What Could Sink AMD Stock?
If you’ve read my past articles on Advanced Micro Devices, you know full well my bearish stance on the company. Granted, I’ve been proven wrong time and time again, given the stock’s tremendous performance from late 2019 through early 2020.
However, AMD’s wild ride may not last forever. It’s hard to believe that this company will thrive during a recession. A coronavirus-driven downturn means bad news for the company. Any dent in the company’s performance, and the stock’s perceived invincibility disappears overnight.
Granted, AMD weathered the last chip glut quite well. The oversupply of GPU chips from 2018-2019 wasn’t good for sales. Yet, with the company gaining market share at the expense of Nvidia (NASDAQ:NVDA) and Intel (NASDAQ:INTC), shares continued to move higher.
However, this happened while the economy was in full swing. With an economic slowdown, it’s going to be tougher for the company to meet aggressive growth targets. Analysts project that sales will climb from $8.57 billion this year to $10.3 billion in 2021. In other words, around 20% growth.
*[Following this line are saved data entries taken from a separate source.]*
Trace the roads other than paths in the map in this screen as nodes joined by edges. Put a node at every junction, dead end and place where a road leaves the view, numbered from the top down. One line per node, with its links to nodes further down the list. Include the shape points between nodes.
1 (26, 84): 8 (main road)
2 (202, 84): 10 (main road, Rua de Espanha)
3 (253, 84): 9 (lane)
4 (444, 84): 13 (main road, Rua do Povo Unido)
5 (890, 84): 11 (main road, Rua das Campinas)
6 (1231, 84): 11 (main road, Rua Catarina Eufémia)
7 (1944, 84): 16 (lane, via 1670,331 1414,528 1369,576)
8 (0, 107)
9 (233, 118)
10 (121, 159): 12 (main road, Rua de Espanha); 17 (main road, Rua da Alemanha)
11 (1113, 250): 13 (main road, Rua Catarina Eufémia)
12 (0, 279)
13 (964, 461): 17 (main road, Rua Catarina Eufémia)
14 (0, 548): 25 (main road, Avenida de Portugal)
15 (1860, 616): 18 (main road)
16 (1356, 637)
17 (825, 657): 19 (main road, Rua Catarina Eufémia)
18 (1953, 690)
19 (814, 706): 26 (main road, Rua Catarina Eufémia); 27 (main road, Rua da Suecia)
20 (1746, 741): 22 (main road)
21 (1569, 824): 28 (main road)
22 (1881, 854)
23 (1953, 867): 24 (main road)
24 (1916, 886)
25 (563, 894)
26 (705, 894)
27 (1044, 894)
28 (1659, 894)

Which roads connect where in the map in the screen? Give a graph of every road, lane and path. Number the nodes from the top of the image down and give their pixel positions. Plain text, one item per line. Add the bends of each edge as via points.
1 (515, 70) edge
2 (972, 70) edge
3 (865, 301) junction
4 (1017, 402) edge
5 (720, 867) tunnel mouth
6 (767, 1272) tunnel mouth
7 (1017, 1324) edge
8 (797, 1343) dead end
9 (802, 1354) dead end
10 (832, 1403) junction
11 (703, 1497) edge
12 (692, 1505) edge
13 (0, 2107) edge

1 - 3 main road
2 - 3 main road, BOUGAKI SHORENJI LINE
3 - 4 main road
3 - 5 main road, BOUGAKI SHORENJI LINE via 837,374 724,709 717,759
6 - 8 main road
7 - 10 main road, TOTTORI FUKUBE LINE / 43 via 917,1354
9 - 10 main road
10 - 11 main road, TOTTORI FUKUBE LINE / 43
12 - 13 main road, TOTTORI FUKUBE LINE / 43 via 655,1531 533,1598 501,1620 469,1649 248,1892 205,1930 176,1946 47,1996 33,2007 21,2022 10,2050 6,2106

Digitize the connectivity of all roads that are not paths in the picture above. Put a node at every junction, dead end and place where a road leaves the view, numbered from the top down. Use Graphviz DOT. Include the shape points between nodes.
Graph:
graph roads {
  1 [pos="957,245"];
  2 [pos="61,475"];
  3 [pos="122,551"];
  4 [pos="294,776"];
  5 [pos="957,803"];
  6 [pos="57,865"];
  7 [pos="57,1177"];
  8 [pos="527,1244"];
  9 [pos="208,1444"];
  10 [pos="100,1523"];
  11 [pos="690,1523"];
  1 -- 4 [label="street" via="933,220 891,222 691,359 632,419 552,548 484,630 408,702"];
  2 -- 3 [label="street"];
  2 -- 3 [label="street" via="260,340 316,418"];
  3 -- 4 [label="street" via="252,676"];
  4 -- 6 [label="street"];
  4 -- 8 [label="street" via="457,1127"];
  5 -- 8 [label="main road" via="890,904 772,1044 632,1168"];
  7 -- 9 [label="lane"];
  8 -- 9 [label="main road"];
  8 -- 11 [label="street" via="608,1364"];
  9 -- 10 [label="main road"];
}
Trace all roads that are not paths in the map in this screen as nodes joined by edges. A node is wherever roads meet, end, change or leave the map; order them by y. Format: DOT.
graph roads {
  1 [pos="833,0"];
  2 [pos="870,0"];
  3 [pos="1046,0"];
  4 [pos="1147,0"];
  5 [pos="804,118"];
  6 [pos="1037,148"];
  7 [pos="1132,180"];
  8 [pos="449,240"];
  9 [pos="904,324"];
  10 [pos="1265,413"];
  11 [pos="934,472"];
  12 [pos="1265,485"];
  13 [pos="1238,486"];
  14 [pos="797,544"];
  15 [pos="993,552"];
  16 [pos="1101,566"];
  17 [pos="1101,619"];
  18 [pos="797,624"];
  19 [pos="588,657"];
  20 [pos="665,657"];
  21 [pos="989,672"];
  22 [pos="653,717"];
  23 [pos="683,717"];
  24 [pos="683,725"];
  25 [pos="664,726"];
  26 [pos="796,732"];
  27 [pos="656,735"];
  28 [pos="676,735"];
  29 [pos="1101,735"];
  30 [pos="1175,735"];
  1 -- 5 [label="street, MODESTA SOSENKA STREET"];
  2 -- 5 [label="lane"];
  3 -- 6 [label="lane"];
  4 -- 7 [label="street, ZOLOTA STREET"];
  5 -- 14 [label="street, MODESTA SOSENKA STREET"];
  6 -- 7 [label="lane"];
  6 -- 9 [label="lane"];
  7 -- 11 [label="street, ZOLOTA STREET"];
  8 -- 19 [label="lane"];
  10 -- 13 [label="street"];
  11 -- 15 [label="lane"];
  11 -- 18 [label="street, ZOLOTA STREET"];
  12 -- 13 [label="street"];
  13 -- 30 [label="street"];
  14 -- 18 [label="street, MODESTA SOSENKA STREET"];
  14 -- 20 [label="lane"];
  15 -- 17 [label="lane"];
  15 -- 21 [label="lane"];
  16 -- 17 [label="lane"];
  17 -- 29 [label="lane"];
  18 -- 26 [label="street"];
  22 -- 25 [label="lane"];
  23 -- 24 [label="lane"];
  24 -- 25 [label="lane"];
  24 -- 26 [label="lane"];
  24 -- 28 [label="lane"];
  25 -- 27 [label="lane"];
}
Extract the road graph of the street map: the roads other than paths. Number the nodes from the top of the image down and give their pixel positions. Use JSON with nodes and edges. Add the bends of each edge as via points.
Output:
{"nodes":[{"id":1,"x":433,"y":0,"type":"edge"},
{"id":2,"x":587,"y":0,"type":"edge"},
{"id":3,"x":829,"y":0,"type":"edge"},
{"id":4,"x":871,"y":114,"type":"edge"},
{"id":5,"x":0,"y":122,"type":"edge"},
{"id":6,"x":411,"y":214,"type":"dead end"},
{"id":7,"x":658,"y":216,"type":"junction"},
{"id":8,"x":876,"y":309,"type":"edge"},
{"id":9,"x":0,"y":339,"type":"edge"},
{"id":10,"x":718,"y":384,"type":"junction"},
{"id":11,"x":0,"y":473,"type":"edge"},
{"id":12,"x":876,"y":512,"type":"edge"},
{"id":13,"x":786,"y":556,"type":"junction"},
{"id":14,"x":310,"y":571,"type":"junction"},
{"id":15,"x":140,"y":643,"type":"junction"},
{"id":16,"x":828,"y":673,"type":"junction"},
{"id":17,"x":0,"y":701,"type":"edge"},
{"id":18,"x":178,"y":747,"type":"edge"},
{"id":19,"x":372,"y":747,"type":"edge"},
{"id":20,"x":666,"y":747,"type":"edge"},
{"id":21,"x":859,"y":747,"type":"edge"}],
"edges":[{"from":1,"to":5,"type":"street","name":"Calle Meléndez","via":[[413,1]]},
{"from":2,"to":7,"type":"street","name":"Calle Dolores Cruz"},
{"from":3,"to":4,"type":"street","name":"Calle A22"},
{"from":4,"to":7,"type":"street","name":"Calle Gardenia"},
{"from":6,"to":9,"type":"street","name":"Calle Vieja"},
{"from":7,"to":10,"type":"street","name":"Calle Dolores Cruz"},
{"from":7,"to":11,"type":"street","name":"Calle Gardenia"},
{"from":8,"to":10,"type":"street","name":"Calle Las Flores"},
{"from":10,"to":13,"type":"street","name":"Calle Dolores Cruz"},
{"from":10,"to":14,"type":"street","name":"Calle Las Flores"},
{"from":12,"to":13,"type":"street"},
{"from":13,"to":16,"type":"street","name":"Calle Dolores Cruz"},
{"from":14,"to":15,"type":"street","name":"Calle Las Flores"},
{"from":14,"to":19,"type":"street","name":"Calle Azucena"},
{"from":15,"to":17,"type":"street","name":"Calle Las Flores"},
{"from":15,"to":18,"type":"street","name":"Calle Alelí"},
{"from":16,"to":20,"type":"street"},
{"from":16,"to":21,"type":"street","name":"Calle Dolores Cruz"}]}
Earnings are expected to grow even faster, from $1.11 per share this year, to $1.57 per share next year. That’s more than 40% earnings growth year-over-year.
Yet, a weaker economy may mean the company fails to meet expectations. The investment community has priced shares based on these estimates. Anything less, and shares could fall back to prior price levels. Or lower.
On the other hand, I may be blinded by bearishness. The uniqueness of this downturn may mean things may wind up better for AMD stock than I predict.
Why Advanced Micro Devices Could Prove The Bears Wrong
It seems like a no-brainer to assume a recession means bad things for the company. Yet, this downturn is much different than those of recessions past. The factors driving the slowdown (forced closing of bricks-and-mortar businesses) affect some industries much more than others.
Airlines, restaurants and other service businesses are in big trouble. The longer social distancing lasts, the more money flies out the window. But, for other industries, coronavirus could help drive growth.
This is one reason why RBC’s Mitch Steves remains positive on AMD. The analyst recently broke down who wins and who loses in the semiconductor space post-outbreak.
Fortunately for Advanced Micro Devices, the company appears more on the winning side. Millions working from home could shorten the PC replacement cycle. This benefits the company’s CPU business. The stay-at-home economy also means increased demand for video games. This is good for the company’s GPU business.
In short, I can see why AMD stock remains hot. But, with shares trading at forward price-earnings ratio of 51.3, it’s still “priced for perfection.” You could easily buy another company with similar dynamics, Nvidia, at a lower valuation (38.4 times forward earnings).
Sell AMD Stock Ahead of Earnings
Advanced Micro Devices reports results for the first quarter on April 28. If you already bought the stock at lower prices, this may mean now could be a great time to sell.
Yes, the company could beat estimates, and rally higher. But, what if earnings disappoint, and the company revises guidance? A bird in one hand is worth two in the bush. Cash out now, while markets remain enthusiastic for this “too hot to touch” stock.
Thomas Niel, contributor to InvestorPlace, has written single-stock analysis for web-based publications since 2016. As of this writing, Thomas Niel did not hold a position in any of the aforementioned securities.